On June 7th and 8th, Global Business Coalition on HIV/ADIS, Tuberculosis and Malaria (GBC) held their annual conference here in Washington DC. I attended parts of it while also volunteering with the preparation (stuffing conference packets and making name tags for people like Ban Ki Moon, Condoleeza Rice, and Ashley Judd). The conference focused on the importance of public-private partnerships, bringing together companies, government agencies, and NGOs ranging from Chevron to the International Center for Research on Women to officials from PEPFAR. It was a striking contrast and one that certainly gave me a new perspective on who does good things in the world and how they do it.

As someone who has worked consistently with non-profits, I am accustomed to the constant search for money, the ever-present question of “do we have the funding for it?”  Businesses do not face this issue in the same way that non-profits do. Johnson & Johnson, for example, works on women’s health and rights in South Africa, and they can decide how much money they are going to put toward their projects, rather than deciding on what they are going to do based on the limitations of funding. Of course no for-profit business can put all its profits toward the social good; this would violate their responsibility to shareholders who expect a return on their investment, and it would prevent the company itself from expanding and flourishing. But they do not have to piece together funding for projects and constantly be on the lookout for potential granters.

Many businesses use their funds to create foundations that grant money to non-profits.  The Bill and Melinda Gates Foundation has given a total of nearly $23 billion in grants, and the Ford Foundation gave $500 million just in 2008.  However, it is not just a steady flow of cash that businesses have to offer. It is also their skills and expertise.  For example, marketing and messaging is one of the key elements of running a successful business – without the advertisement of the product, it generally won’t be successful.  Due to lack of funding and human resources, non-profits are often unable to invest in the advertising expertise that is vital for mass messaging on issues like HIV testing.  Businesses have the branding capability and the resources to get messages out there.

Can you imagine if every Coca-Cola commercial had a one-liner in it about knowing your HIV status?

There wouldn’t be a person in America (or in most of the rest of the world, for that matter) who hadn’t heard the message.  This is part of the reason that the (RED) campaign has been so successful at fundraising and raising awareness – they enlisted Starbucks, Gap, and other major companies to sell products with their brand and their message.  In addition, major businesses have enormous sway on politics because of their financial capabilities.  If they put this weight behind social issues, they can make an enormous impact.  When the GBC was pushing Congress to lift the ban on federal funding for needle exchange programs, for instance, they enlisted the help of The Brink’s Company, who turned out to be an instrumental force behind the legislation.  The ban was lifted in December 2009 and now allows clinics to use federal funds for needle exchange programs which have been shown to reduce transmission of HIV and Hepatitis C among intravenous drug users.

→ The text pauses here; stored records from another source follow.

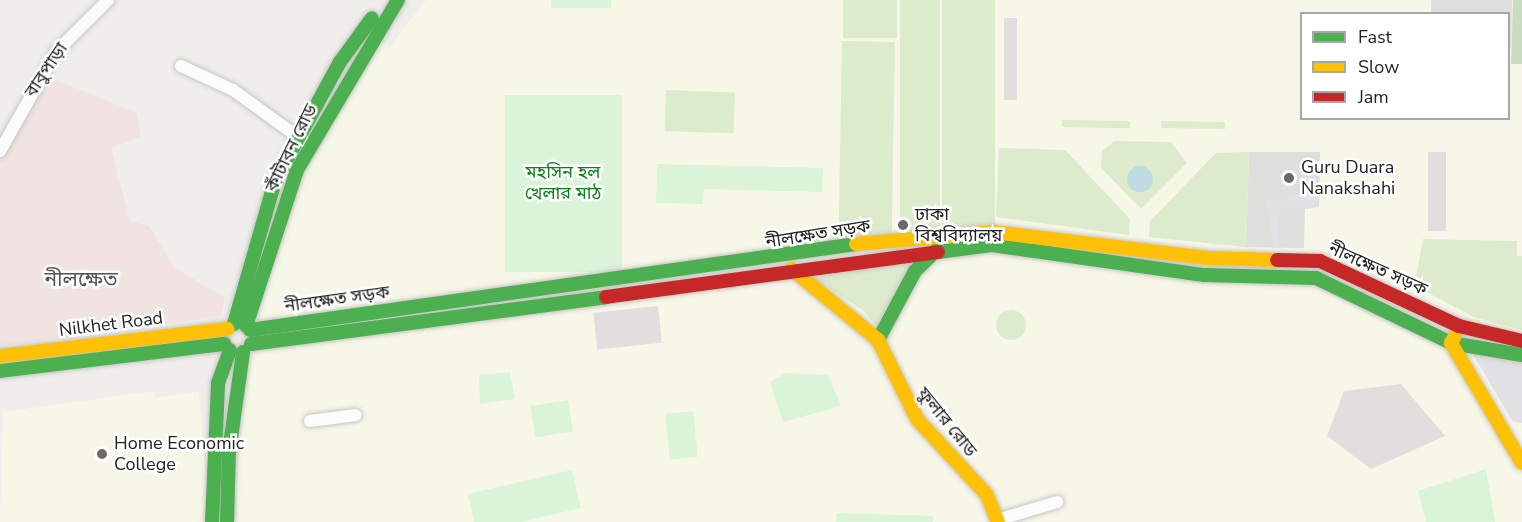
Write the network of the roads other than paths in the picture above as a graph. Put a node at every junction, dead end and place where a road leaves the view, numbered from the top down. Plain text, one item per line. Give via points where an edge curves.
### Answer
1 (108, 0) edge
2 (385, 0) edge
3 (398, 0) edge
4 (181, 66) dead end
5 (296, 137) junction
6 (309, 145) junction
7 (0, 151) edge
8 (938, 234) junction
9 (939, 249) junction
10 (1138, 250) junction
11 (790, 258) junction
12 (1138, 266) junction
13 (792, 273) junction
14 (1459, 326) junction
15 (239, 327) junction
16 (878, 340) junction
17 (1522, 341) edge
18 (1451, 343) junction
19 (237, 348) junction
20 (0, 350) edge
21 (36, 351) junction
22 (1522, 355) edge
23 (0, 356) edge
24 (0, 371) edge
25 (356, 415) dead end
26 (310, 420) dead end
27 (1522, 463) edge
28 (1057, 502) dead end
29 (998, 521) edge
30 (212, 522) edge
31 (227, 522) edge

1 - 7 street, বাবুপাড়া via 56,52
2 - 5 main road, কাঁটাবন রোড
3 - 6 main road, কাঁটাবন রোড
4 - 5 street via 233,90
5 - 6 street
5 - 15 main road, কাঁটাবন রোড via 256,232
6 - 15 main road, কাঁটাবন রোড via 273,230
8 - 9 main road
8 - 10 main road, নীলক্ষেত সড়ক via 993,232
8 - 11 main road, নীলক্ষেত সড়ক
9 - 12 main road, নীলক্ষেত সড়ক via 992,245
9 - 13 main road, নীলক্ষেত সড়ক
9 - 16 main road via 915,271
10 - 12 main road
10 - 14 main road, নীলক্ষেত সড়ক via 1207,258 1320,261
11 - 13 main road
11 - 15 main road, নীলক্ষেত সড়ক
12 - 18 main road, নীলক্ষেত সড়ক via 1316,278
13 - 16 main road, ফুলার রোড via 840,304
13 - 19 main road, নীলক্ষেত সড়ক
14 - 17 main road, নীলক্ষেত সড়ক
14 - 18 main road
15 - 19 main road
15 - 19 main road
15 - 21 main road, Nilkhet Road
16 - 29 main road, ফুলার রোড via 917,419 987,495
18 - 22 main road, নীলক্ষেত সড়ক
18 - 27 main road
19 - 24 main road, নীলক্ষেত সড়ক
19 - 30 main road via 218,382
19 - 31 main road
20 - 21 main road
21 - 23 main road, Nilkhet Road
25 - 26 street
28 - 29 street

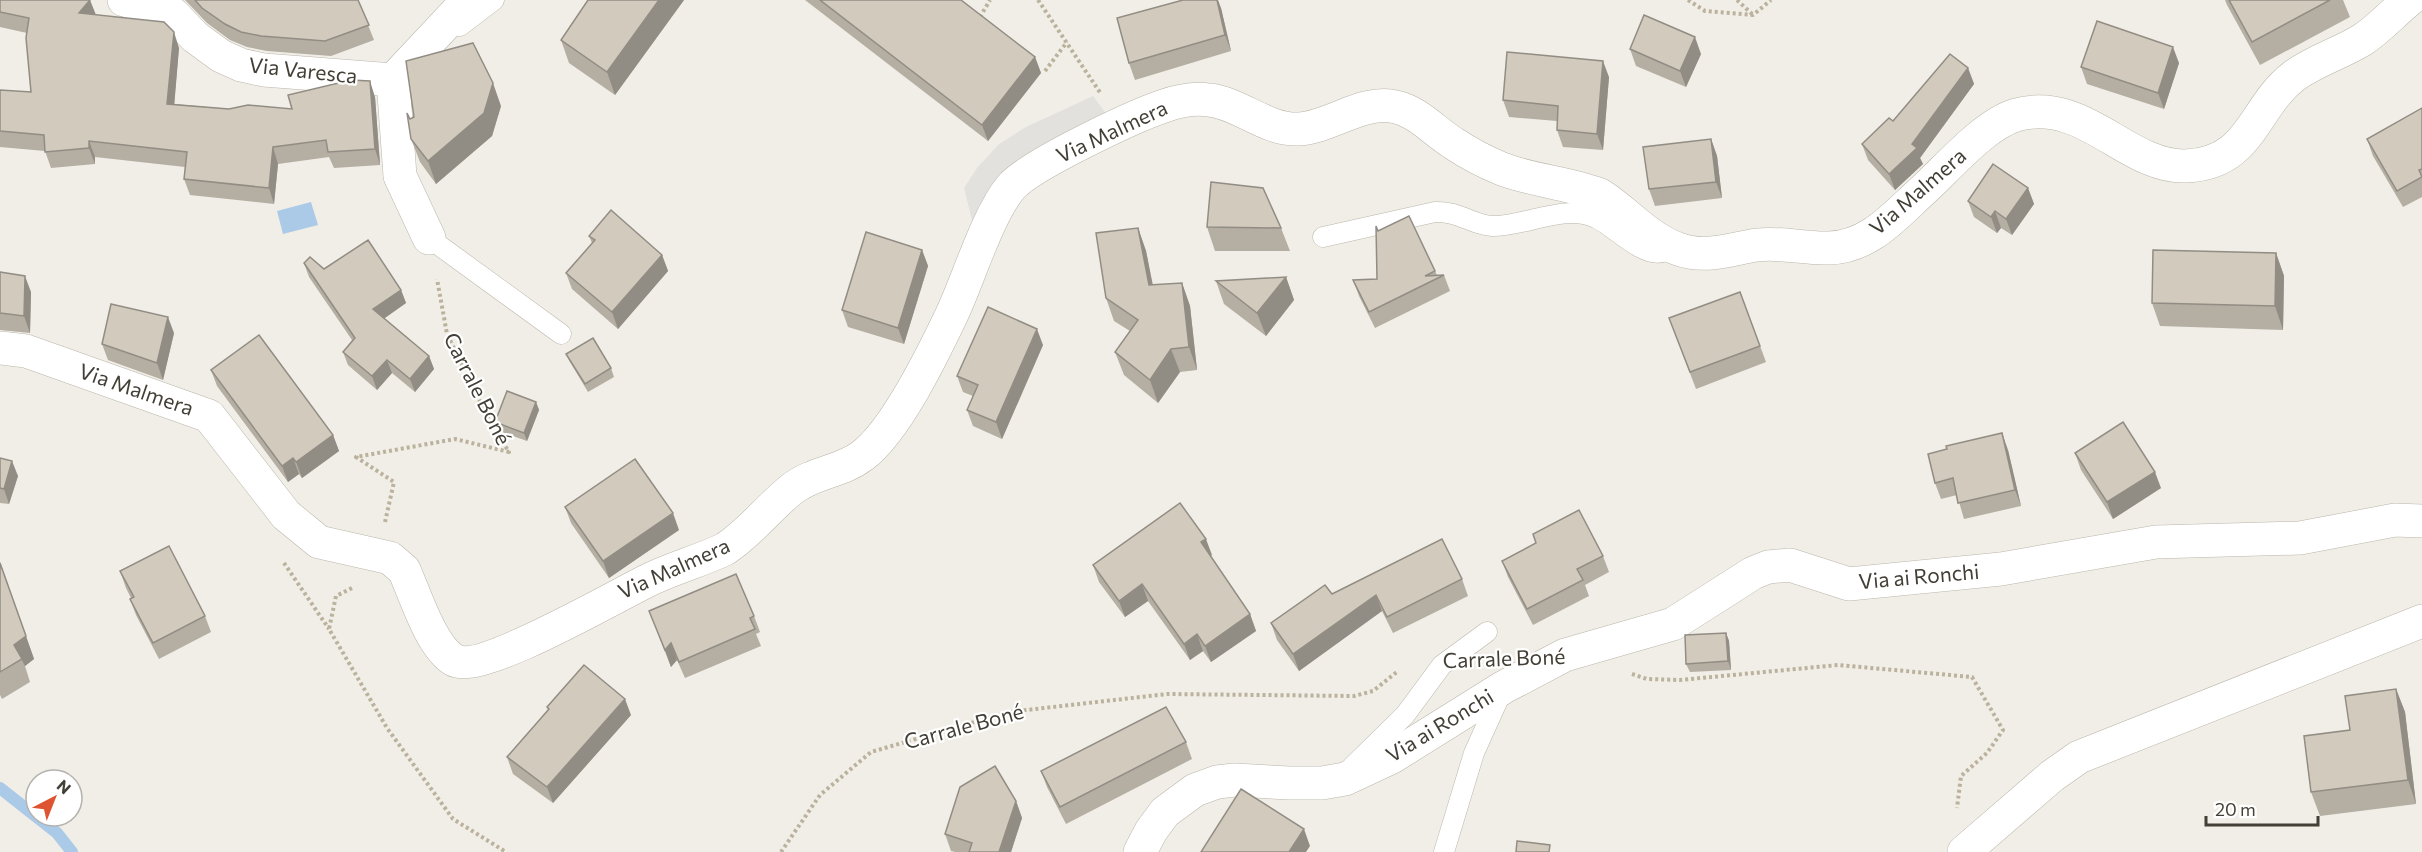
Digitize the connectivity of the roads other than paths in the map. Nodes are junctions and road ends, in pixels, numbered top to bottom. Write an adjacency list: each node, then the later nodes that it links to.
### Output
1 (124, 0): 5 (street, Via Varesca)
2 (468, 0): 6 (street)
3 (494, 0): 6 (lane)
4 (2409, 0): 10 (street, Via Malmera)
5 (170, 7): 7 (street, Via Varesca)
6 (432, 35): 7 (street)
7 (393, 80): 9 (street)
8 (1323, 237): 10 (lane)
9 (429, 238): 11 (lane)
10 (1670, 246): 12 (street, Via Malmera)
11 (561, 334)
12 (0, 348)
13 (2422, 521): 16 (street, Via ai Ronchi)
14 (2422, 621): 20 (street)
15 (1487, 632): 17 (lane)
16 (1504, 687): 17 (street, Via ai Ronchi); 19 (lane)
17 (1345, 779): 18 (street, Via ai Ronchi)
18 (1140, 852)
19 (1443, 852)
20 (1964, 852)

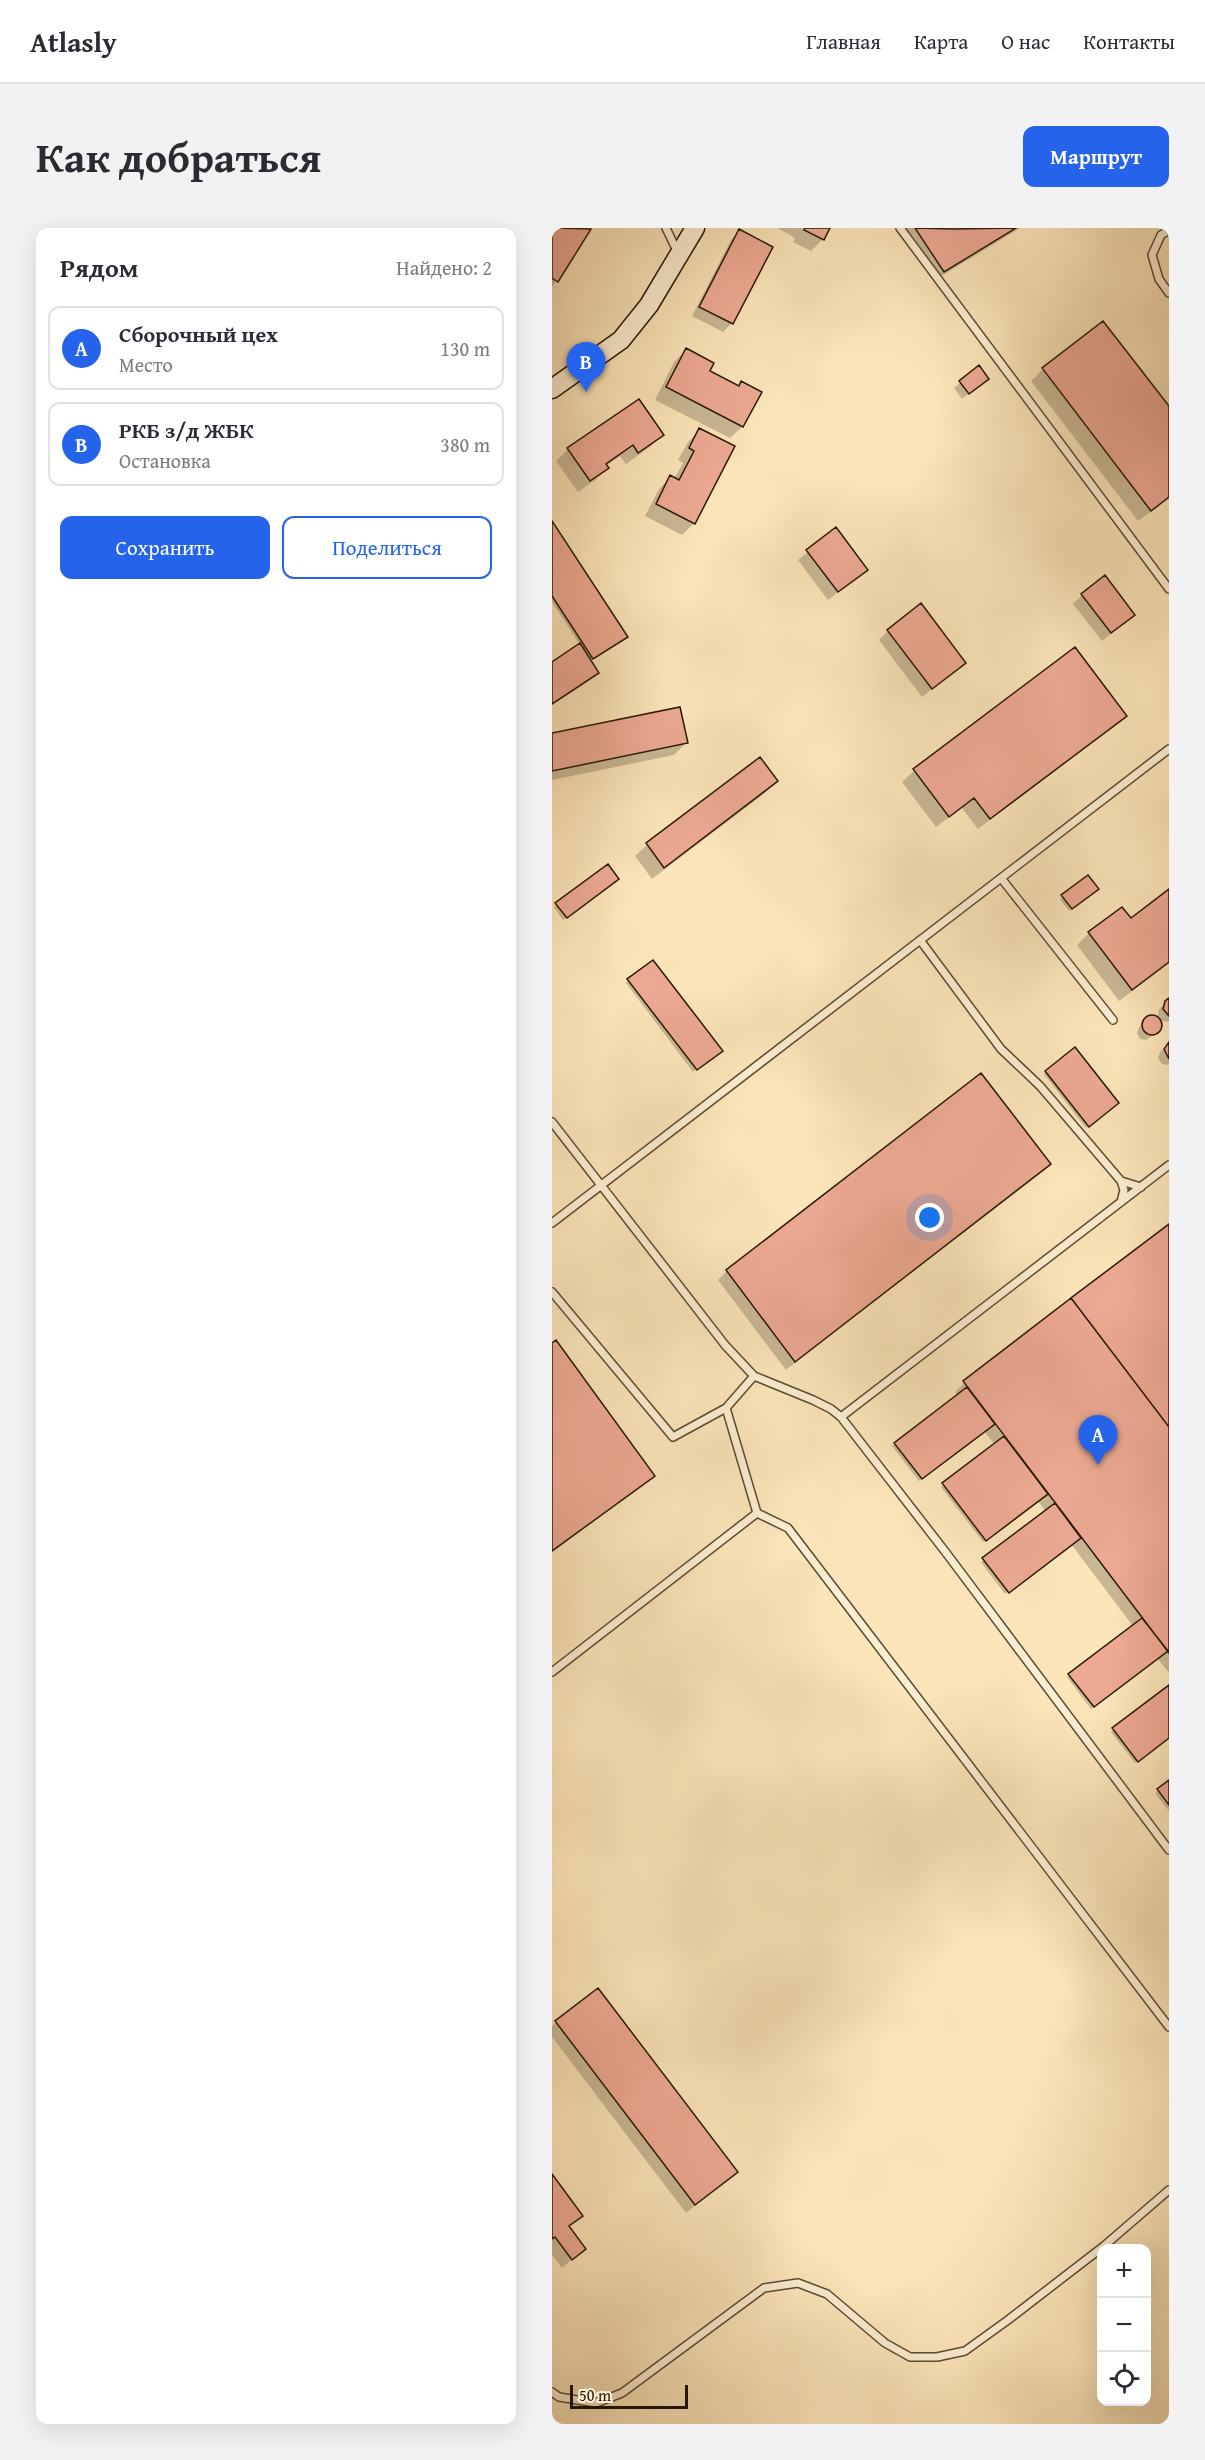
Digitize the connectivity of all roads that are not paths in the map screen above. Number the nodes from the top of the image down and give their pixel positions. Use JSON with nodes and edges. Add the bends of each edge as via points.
{"nodes":[{"id":1,"x":666,"y":228,"type":"edge"},
{"id":2,"x":695,"y":228,"type":"edge"},
{"id":3,"x":900,"y":228,"type":"edge"},
{"id":4,"x":1169,"y":230,"type":"edge"},
{"id":5,"x":679,"y":255,"type":"junction"},
{"id":6,"x":1169,"y":293,"type":"edge"},
{"id":7,"x":552,"y":389,"type":"edge"},
{"id":8,"x":1169,"y":589,"type":"edge"},
{"id":9,"x":1169,"y":749,"type":"edge"},
{"id":10,"x":1001,"y":878,"type":"junction"},
{"id":11,"x":920,"y":940,"type":"junction"},
{"id":12,"x":1113,"y":1020,"type":"dead end"},
{"id":13,"x":552,"y":1122,"type":"edge"},
{"id":14,"x":1169,"y":1165,"type":"edge"},
{"id":15,"x":1121,"y":1181,"type":"junction"},
{"id":16,"x":602,"y":1184,"type":"junction"},
{"id":17,"x":1141,"y":1186,"type":"junction"},
{"id":18,"x":1121,"y":1202,"type":"junction"},
{"id":19,"x":552,"y":1223,"type":"edge"},
{"id":20,"x":552,"y":1292,"type":"edge"},
{"id":21,"x":754,"y":1376,"type":"junction"},
{"id":22,"x":726,"y":1408,"type":"junction"},
{"id":23,"x":841,"y":1417,"type":"junction"},
{"id":24,"x":757,"y":1513,"type":"junction"},
{"id":25,"x":552,"y":1672,"type":"edge"},
{"id":26,"x":1169,"y":1850,"type":"edge"},
{"id":27,"x":1169,"y":2027,"type":"edge"},
{"id":28,"x":1169,"y":2190,"type":"edge"},
{"id":29,"x":552,"y":2392,"type":"edge"}],
"edges":[{"from":1,"to":5,"type":"lane"},
{"from":2,"to":5,"type":"main road"},
{"from":3,"to":8,"type":"lane"},
{"from":4,"to":6,"type":"lane","via":[[1161,236],[1152,255],[1159,279]]},
{"from":5,"to":7,"type":"main road","via":[[649,305],[621,340]]},
{"from":9,"to":10,"type":"lane"},
{"from":10,"to":11,"type":"lane"},
{"from":10,"to":12,"type":"lane"},
{"from":11,"to":15,"type":"lane","via":[[1001,1049],[1040,1086]]},
{"from":11,"to":16,"type":"lane"},
{"from":13,"to":16,"type":"lane"},
{"from":14,"to":17,"type":"lane"},
{"from":15,"to":17,"type":"lane"},
{"from":15,"to":18,"type":"lane"},
{"from":16,"to":19,"type":"lane"},
{"from":16,"to":21,"type":"lane","via":[[725,1345]]},
{"from":17,"to":18,"type":"lane"},
{"from":18,"to":23,"type":"lane"},
{"from":20,"to":22,"type":"lane","via":[[673,1437]]},
{"from":21,"to":22,"type":"lane"},
{"from":21,"to":23,"type":"lane","via":[[813,1400]]},
{"from":22,"to":24,"type":"lane"},
{"from":23,"to":26,"type":"lane"},
{"from":24,"to":25,"type":"lane"},
{"from":24,"to":27,"type":"lane","via":[[788,1528]]},
{"from":28,"to":29,"type":"lane","via":[[1095,2253],[965,2351],[910,2357],[885,2343],[827,2294],[798,2283],[764,2288],[622,2393],[596,2403]]}]}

Businesses can contribute other types of expertise as well.  One of the companies recognized by GBC at their awards dinner was Sanofi-Aventis, a global healthcare company that produces a wide variety of pharmaceutical products.  In 2005, they partnered with Drugs for Neglected Diseases Initiative (DNDi) to quickly develop and disseminate a new malaria medicine used to combat resistance; an effective, low-cost drug was introduced to the market in just three years.  In 2009 they entered into another partnership (details here) to combat sleeping sickness.  Sanofi lends its pharmaceutical expertise and development capabilities on a pro-bono basis, while DNDi understands the specific needs and limitations of providing drugs to large numbers of people in Africa.

Many corporations do want to make a social impact and could benefit from the partnership with non-profits as well, as non-profits often have the on-the-ground community experience and understanding of need that businesses lack.  It is true that many businesses do enormous harm to the environment and to communities in which they are located, and that some of these same businesses turn around and adopt a social project in order to improve their public image.  But others really do want to do good in the world and are eager to use their resources – both human and financial – to make a significant social impact.  Businesses are run and staffed by human beings, after all.  And luckily, the majority of human beings want to help others.  We as non-profits should take advantage of the skills and resources that businesses have to offer.  No one sector will be able to solve the problems of the world, so we should do our best to work together.